EbixCash FX Diary, 11 Dec 2019

Wrap Up
The Canadian dollar edged higher against the greenback, sticking to a narrow trading range as investors awaited guidance on the Bank of Canada interest rate outlook and weighed prospects of the United States delaying additional tariffs on China.  
Bank of Canada Governor Stephen Poloz, who will step down when his seven-year mandate expires in June, is due to speak on Thursday on “seeing the big picture.”  
The currency traded between 1.3225 to 1.3249, holding in a narrow range despite news that top officials from Canada, Mexico and the United States signed a fresh overhaul of their quarter-century-old regional trade pact.  
Canadian government bond prices were lower across a steeper yield curve, with 2-year bond down 0.5 Canadian cent to yield 1.669% & 10-year bond falling 15 Canadian cents to yield 1.601%.
Levels and recommendations
The U.S. dollar treaded water against a basket of major currencies, as FX markets braced for a host of events, including central bank meetings in the United States and Europe, the UK general election and a key deadline for U.S.-China trade talks.  
The British pound inched higher in very thin trading, shrugging off a key opinion poll for Britain’s general election that showed the ruling Conservative Party might still fail to win a majority.  
The New Zealand dollar pared some recent gains as profit-taking overshadowed upbeat data and the promise of fiscal stimulus, while its Australian counterpart was saddled with another poor reading on local consumption.  

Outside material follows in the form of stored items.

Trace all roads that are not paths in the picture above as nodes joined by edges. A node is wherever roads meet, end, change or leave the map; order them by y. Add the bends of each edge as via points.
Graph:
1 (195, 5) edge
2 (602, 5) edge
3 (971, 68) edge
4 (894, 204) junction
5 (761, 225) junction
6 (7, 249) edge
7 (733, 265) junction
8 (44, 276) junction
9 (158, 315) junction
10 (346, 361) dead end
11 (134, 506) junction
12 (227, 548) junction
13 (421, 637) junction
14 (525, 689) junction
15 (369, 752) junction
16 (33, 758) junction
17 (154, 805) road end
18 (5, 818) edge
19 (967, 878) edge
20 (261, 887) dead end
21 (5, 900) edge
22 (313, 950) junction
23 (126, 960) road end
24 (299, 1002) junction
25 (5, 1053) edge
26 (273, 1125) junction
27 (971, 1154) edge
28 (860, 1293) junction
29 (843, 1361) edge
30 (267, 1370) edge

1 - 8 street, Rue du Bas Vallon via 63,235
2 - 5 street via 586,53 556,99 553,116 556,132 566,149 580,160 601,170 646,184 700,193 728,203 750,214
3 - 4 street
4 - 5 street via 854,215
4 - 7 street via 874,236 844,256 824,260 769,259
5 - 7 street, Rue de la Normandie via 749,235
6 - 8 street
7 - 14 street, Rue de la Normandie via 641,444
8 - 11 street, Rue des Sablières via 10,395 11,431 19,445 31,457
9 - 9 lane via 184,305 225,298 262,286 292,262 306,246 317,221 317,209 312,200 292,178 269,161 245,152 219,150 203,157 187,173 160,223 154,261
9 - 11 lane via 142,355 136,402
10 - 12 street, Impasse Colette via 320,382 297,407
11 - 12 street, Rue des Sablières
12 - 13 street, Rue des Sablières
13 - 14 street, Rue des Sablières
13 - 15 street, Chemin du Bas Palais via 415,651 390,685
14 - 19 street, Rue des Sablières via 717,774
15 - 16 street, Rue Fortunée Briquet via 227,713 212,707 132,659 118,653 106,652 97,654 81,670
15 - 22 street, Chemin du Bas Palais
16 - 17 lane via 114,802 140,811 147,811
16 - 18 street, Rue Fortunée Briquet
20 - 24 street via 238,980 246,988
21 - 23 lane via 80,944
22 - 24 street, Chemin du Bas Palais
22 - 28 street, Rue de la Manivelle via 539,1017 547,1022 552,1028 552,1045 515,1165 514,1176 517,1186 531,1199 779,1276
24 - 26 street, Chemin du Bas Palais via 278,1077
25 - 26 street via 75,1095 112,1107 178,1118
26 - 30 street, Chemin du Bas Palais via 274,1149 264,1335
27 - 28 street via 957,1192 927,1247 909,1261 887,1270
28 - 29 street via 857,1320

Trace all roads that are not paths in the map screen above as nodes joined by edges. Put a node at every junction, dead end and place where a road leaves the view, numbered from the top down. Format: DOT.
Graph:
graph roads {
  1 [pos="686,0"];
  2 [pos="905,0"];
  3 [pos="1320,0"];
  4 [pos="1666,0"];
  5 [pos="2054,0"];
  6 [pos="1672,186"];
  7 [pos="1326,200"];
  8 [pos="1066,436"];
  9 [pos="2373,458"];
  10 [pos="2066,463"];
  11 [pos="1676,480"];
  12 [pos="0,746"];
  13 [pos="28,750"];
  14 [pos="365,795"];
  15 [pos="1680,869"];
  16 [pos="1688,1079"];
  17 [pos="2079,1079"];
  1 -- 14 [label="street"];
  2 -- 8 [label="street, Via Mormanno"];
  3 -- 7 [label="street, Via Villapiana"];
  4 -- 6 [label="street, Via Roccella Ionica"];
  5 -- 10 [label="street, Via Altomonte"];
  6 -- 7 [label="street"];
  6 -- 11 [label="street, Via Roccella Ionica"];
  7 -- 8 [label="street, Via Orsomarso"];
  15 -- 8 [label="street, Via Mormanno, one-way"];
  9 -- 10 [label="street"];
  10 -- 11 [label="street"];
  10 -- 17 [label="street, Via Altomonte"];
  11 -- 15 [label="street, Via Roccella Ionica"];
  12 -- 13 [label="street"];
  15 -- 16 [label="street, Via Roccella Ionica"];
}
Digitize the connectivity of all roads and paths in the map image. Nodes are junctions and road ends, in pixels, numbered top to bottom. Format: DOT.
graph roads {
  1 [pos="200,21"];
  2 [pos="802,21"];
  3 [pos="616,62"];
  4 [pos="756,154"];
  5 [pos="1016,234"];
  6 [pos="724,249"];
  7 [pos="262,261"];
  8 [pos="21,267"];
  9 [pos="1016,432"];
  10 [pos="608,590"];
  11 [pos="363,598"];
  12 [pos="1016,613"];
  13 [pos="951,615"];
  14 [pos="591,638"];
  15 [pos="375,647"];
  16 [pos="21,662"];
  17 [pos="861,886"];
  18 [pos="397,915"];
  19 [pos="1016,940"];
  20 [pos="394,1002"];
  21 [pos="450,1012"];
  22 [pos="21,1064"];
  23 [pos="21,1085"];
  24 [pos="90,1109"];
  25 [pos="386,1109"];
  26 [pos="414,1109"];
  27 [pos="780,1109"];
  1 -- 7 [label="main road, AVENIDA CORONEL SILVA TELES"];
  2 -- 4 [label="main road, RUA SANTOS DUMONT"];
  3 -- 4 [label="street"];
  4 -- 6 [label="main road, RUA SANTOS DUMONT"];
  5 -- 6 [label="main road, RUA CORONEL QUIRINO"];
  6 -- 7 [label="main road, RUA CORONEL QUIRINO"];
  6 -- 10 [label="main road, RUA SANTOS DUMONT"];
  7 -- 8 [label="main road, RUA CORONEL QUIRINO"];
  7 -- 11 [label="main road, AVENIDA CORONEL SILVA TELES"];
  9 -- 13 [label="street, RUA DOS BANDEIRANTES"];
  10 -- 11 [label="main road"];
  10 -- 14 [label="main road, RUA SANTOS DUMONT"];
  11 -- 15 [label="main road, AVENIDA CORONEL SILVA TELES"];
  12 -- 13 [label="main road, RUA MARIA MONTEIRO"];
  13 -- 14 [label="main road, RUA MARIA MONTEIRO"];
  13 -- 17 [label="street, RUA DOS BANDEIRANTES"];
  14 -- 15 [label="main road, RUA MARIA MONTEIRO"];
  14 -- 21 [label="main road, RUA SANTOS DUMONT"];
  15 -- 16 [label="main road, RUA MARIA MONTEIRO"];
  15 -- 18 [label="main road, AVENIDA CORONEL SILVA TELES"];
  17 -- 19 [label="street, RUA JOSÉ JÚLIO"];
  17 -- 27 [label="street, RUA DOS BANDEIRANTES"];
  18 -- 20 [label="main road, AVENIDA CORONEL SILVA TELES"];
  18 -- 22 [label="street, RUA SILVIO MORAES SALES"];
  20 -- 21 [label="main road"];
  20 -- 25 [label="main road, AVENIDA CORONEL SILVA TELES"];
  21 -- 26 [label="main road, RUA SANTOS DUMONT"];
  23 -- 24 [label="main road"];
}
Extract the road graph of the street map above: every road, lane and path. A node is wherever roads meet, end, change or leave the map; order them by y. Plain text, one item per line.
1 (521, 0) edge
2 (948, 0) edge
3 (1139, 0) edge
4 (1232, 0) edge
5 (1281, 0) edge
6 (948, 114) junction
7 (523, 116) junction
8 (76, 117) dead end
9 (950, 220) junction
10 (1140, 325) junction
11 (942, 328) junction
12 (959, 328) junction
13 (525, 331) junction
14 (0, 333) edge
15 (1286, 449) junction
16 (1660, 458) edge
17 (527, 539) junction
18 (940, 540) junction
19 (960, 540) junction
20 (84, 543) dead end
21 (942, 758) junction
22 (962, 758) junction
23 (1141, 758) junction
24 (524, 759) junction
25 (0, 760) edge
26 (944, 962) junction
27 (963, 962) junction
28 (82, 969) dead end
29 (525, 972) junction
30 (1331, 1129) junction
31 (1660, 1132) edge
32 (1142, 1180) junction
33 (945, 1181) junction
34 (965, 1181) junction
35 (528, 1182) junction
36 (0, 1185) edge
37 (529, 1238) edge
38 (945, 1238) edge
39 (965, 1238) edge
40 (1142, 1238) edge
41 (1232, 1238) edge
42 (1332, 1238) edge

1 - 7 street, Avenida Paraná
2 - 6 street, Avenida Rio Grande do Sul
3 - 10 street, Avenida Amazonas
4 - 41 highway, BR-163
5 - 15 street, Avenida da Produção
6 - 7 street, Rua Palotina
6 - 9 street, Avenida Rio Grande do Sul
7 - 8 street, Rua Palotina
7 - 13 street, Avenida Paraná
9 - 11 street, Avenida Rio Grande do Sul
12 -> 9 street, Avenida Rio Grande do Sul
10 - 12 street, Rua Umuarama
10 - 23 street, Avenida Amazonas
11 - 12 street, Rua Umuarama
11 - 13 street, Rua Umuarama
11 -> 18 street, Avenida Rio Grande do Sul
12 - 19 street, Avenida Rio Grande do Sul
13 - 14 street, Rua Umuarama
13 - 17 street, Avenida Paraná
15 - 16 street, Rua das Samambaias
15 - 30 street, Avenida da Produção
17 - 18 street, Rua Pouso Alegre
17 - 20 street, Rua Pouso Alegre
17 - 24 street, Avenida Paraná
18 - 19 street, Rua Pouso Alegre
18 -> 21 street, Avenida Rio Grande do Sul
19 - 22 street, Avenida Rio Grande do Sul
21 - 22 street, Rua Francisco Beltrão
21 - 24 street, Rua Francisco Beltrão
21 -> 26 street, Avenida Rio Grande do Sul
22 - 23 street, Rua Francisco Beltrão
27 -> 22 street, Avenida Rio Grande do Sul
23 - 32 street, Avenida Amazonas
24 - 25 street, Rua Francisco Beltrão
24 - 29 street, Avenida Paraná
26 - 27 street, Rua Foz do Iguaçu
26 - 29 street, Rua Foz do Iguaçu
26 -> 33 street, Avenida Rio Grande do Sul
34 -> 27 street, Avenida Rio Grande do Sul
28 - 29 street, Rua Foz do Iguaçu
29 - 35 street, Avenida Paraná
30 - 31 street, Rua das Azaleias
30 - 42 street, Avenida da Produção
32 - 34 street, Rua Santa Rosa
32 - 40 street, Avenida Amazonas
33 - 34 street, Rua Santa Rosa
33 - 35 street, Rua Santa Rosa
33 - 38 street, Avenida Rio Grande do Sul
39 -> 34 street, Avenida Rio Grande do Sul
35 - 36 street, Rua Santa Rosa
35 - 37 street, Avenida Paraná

The Canadian dollar is trading stronger around 1.32 levels as investors are refraining from making large bets while waiting for the macroeconomic data releases and the FOMC’s policy announcements. Meanwhile the loonie got some support after crude oil prices started recovering from day’s low due to build up in US crude oil inventories. The USDCAD is expected to trade in the range of 1.3175-1.3225 levels for the day.